**Task directions:** Set down all of the entries precisely as they were written.

Saved data entries:
[Start of section]
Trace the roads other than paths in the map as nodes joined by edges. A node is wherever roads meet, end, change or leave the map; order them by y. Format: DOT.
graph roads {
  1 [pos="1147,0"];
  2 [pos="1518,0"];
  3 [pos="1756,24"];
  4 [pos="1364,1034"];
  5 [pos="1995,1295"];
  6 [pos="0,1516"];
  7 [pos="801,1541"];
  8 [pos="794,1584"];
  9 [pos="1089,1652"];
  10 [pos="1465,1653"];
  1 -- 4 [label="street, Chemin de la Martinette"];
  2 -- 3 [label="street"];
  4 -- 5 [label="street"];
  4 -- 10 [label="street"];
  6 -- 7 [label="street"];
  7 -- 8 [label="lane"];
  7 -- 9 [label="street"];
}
[End of section]
**Answer for this exercise:**
Trace the roads other than paths in the map as nodes joined by edges. A node is wherever roads meet, end, change or leave the map; order them by y. Format: DOT.
graph roads {
  1 [pos="1147,0"];
  2 [pos="1518,0"];
  3 [pos="1756,24"];
  4 [pos="1364,1034"];
  5 [pos="1995,1295"];
  6 [pos="0,1516"];
  7 [pos="801,1541"];
  8 [pos="794,1584"];
  9 [pos="1089,1652"];
  10 [pos="1465,1653"];
  1 -- 4 [label="street, Chemin de la Martinette"];
  2 -- 3 [label="street"];
  4 -- 5 [label="street"];
  4 -- 10 [label="street"];
  6 -- 7 [label="street"];
  7 -- 8 [label="lane"];
  7 -- 9 [label="street"];
}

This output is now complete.